An Ol' Broad's Ramblings
One morning in late September 2011, a group of American drones took off from an airstrip the C.I.A. had built in the remote southern expanse of Saudi Arabia. The drones crossed the border into Yemen, and were soon hovering over a group of trucks clustered in a desert patch of Jawf Province, a region of the impoverished country once renowned for breeding Arabian horses.
A group of men who had just finished breakfast scrambled to get to their trucks. One was Anwar al-Awlaki, the firebrand preacher, born in New Mexico, who had evolved from a peddler of Internet hatred to a senior operative in Al Qaeda’s branch in Yemen. Another was Samir Khan, another American citizen who had moved to Yemen from North Carolina and was the creative force behind Inspire, the militant group’s English-language Internet magazine.
Two of the Predator drones pointed lasers on the trucks to pinpoint the targets, while the larger Reapers took aim. The Reaper pilots, operating their planes from thousands of miles away, readied for the missile shots, and fired.
The decision to fire those missiles lies solely with the POTUS. He has the final say in when those drones fire. These men who were killed, were an imminent danger to the U.S. Anwar al-Awlaki was an American citizen, but when he plotted against the U.S.to murder innocent people, IMHO, he lost the right and privileges of a citizen. Dead terrorists are NOT a bad thing!
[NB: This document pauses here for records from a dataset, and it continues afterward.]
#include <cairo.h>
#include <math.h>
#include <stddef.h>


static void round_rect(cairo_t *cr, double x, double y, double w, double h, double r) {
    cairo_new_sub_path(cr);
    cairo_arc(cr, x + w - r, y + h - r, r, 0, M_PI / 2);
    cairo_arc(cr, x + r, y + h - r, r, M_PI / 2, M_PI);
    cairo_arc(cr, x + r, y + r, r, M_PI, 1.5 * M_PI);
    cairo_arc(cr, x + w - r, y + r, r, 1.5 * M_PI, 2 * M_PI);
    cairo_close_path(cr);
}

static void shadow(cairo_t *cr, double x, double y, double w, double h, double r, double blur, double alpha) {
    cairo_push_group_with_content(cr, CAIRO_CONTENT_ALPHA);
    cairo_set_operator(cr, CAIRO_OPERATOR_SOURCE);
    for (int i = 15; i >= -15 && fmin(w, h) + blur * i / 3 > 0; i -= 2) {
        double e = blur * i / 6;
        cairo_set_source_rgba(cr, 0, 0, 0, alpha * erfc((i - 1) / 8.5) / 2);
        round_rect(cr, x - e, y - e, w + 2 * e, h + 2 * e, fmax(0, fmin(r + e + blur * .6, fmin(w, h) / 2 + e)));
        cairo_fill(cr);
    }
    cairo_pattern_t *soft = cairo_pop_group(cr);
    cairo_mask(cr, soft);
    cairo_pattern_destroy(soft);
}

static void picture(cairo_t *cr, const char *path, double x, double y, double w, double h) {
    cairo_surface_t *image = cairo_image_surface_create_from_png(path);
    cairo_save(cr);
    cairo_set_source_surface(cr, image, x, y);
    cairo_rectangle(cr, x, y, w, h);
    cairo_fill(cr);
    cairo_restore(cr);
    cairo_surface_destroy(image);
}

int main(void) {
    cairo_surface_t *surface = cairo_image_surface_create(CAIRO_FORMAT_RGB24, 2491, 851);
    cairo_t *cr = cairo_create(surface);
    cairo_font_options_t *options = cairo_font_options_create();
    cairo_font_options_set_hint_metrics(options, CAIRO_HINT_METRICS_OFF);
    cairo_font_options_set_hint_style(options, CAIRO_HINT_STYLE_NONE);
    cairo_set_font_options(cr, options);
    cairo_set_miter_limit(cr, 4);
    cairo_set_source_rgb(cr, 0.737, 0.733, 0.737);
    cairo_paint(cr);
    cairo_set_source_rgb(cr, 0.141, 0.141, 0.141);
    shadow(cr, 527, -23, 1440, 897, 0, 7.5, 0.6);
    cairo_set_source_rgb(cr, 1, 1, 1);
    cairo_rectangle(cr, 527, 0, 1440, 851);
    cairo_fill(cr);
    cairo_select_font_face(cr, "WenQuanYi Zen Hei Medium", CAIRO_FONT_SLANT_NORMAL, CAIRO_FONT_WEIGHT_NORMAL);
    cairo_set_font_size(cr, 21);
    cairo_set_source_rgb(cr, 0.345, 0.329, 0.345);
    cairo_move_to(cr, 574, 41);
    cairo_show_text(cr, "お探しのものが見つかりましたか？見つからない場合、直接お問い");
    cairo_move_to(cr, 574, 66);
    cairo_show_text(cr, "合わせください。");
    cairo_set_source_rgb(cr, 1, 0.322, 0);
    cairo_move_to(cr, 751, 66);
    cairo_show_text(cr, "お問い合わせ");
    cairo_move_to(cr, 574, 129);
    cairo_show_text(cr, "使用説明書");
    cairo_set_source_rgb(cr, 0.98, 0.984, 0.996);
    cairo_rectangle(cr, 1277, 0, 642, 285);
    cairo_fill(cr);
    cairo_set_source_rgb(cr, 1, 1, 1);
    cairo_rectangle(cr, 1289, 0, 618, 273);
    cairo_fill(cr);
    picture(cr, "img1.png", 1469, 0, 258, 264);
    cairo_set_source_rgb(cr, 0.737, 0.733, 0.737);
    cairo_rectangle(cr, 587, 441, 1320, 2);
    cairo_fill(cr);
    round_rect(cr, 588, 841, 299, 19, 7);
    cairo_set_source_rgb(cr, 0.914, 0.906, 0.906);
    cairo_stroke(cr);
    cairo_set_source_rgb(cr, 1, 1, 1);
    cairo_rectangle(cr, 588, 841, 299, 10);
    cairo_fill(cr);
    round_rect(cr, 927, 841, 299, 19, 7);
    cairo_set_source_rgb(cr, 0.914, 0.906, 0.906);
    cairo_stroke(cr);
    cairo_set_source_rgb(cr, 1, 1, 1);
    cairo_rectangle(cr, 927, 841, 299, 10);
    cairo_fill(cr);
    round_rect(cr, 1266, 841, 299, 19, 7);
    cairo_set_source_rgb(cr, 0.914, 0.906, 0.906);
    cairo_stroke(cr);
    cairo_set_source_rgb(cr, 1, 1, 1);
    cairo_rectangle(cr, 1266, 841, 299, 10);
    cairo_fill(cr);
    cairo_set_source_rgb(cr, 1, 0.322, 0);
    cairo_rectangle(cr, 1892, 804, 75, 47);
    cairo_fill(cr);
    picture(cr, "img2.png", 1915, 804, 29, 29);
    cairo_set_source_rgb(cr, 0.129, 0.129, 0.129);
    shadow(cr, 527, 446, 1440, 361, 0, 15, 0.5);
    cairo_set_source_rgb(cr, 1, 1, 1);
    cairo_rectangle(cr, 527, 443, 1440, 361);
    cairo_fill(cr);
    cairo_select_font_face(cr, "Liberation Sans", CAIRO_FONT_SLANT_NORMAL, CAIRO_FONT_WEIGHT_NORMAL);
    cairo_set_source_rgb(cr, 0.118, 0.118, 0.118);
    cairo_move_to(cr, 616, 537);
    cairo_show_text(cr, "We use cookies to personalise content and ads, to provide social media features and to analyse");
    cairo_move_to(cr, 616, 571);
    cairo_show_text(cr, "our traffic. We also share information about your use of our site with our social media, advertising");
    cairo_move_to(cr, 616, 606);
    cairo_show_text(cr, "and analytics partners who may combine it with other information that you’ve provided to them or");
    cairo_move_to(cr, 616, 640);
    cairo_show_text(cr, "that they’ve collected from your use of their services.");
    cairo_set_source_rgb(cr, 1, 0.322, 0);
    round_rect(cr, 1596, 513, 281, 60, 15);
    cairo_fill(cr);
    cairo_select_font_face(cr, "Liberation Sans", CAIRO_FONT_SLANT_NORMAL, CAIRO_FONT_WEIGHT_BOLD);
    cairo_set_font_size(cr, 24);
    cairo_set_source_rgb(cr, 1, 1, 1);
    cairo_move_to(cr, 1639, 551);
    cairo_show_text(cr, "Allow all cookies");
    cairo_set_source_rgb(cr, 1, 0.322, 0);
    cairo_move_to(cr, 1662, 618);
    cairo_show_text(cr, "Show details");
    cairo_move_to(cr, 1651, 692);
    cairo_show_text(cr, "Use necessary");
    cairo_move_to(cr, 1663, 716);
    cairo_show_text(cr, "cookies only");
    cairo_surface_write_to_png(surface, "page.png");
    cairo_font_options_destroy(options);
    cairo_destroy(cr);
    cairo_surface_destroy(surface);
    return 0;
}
As Mr. Awlaki had become one of the world’s most hunted terrorists, his 16-year-old son Abdulrahman had lived the life of a normal adolescent. He liked sports and music and kept his Facebook page regularly updated. But now he sneaked out of the family home in Sana, Yemen’s capital, leaving an apologetic note for his mother saying that he had gone to find his father.
Honestly, I don’t see how the boy could have “lived the life of a normal adolescent.” If your father is a hunted terrorist, normal wouldn’t be exactly the word I’d use.
Then, on Oct. 14, a missile apparently intended for an Egyptian Qaeda operative, Ibrahim al-Banna, hit a modest outdoor eating place in Shabwa. The intelligence was bad: Mr. Banna was not there, and among about a dozen men killed was the young Abdulrahman al-Awlaki, who had no connection to terrorism and would never have been deliberately targeted.
The assumption that the boy had no connection to terrorism isn’t quite accurate. His father preached hatred, so wouldn’t he have been influenced by him? However, he had not, to anyone’s knowledge, committed any acts of terror, nor had planned any such acts.
It was a tragic error and, for the Obama administration, a public relations disaster, further muddying the moral clarity of the previous strike on his father and fueling skepticism about American assertions of drones’ surgical precision. The damage was only compounded when anonymous officials at first gave the younger Mr. Awlaki’s age as 21, prompting his grieving family to make public his birth certificate.
Well, it wouldn’t be the first ‘public relations disaster’ the Obama administration has had to deal with, but unfortunately, he just ignores them, and the media backs him up by not investigating and reporting, which is their intended job. (useless as teats on a boar)
He had been born in Denver, said the certificate from the Colorado health department. In the United States, at the time his government’s missile killed him, the teenager would have just reached driving age.
If the boy lived in the U.S., yes he would be eligible to get his driver’s license. However, since he didn’t, who knows what age he would have to be in Yemen to drive. I tried to find that information, but it doesn’t seem available. The NYT didn’t reiterate this fact. His father lied about where he was born, are we sure this boy was born in Colorado? Either way, killing him was NOT a good idea. What’s to stop this administration from saying “OOOOPS!” and killing Americans on U.S. soil?